Causal Discovery in Heterogeneous Environments Under the Sparse Mechanism Shift Hypothesis
This addresses the challenge of causal discovery in non-i.i.d. settings for machine learning practitioners, offering a nonparametric approach that leverages sparse changes, though it is incremental in building on existing causal frameworks.
The paper tackles the problem of learning causal structure from heterogeneous data with distribution shifts by proposing the Mechanism Shift Score (MSS), a score-based method that provably identifies the full causal graph under the sparse mechanism shift hypothesis, showing empirical improvements over other methods.

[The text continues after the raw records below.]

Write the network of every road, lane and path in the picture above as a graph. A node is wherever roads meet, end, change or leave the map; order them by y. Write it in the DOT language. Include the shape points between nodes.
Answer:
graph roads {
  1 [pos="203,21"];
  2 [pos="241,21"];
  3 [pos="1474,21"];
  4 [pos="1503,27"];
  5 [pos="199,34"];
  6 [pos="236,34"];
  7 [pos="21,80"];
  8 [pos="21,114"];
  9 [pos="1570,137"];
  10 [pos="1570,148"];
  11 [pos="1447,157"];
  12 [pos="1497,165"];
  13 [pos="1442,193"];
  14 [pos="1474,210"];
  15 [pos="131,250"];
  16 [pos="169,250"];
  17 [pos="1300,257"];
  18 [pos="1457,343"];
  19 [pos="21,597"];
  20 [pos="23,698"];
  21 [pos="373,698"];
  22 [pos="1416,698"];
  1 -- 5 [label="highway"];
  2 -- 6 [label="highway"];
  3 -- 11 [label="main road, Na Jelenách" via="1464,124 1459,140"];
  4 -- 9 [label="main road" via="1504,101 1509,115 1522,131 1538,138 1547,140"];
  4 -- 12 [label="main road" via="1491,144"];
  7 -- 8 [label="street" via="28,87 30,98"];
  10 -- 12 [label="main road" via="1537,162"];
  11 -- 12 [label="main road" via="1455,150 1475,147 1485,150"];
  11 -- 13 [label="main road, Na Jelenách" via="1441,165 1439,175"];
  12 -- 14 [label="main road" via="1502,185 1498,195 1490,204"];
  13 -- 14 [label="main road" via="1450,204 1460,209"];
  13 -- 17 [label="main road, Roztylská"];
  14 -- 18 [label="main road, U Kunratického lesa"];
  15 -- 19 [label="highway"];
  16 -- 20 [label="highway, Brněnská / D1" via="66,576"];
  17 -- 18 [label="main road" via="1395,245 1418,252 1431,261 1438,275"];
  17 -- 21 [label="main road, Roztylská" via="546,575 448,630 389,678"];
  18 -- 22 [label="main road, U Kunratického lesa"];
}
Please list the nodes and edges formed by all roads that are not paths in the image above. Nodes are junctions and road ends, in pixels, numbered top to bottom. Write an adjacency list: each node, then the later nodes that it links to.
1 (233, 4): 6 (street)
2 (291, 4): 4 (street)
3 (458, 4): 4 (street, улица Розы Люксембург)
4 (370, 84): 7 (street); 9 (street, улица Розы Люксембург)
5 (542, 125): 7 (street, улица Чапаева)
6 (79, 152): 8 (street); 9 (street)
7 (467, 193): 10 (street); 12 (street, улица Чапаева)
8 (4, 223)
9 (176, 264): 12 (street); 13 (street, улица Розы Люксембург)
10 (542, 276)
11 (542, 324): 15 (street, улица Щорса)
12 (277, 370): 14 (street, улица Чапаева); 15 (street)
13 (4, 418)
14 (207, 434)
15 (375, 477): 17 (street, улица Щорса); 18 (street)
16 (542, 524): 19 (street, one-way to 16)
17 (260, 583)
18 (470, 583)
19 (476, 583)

Machine learning approaches commonly rely on the assumption of independent and identically distributed (i.i.d.) data. In reality, however, this assumption is almost always violated due to distribution shifts between environments. Although valuable learning signals can be provided by heterogeneous data from changing distributions, it is also known that learning under arbitrary (adversarial) changes is impossible. Causality provides a useful framework for modeling distribution shifts, since causal models encode both observational and interventional distributions. In this work, we explore the sparse mechanism shift hypothesis, which posits that distribution shifts occur due to a small number of changing causal conditionals. Motivated by this idea, we apply it to learning causal structure from heterogeneous environments, where i.i.d. data only allows for learning an equivalence class of graphs without restrictive assumptions. We propose the Mechanism Shift Score (MSS), a score-based approach amenable to various empirical estimators, which provably identifies the entire causal structure with high probability if the sparse mechanism shift hypothesis holds. Empirically, we verify behavior predicted by the theory and compare multiple estimators and score functions to identify the best approaches in practice. Compared to other methods, we show how MSS bridges a gap by both being nonparametric as well as explicitly leveraging sparse changes.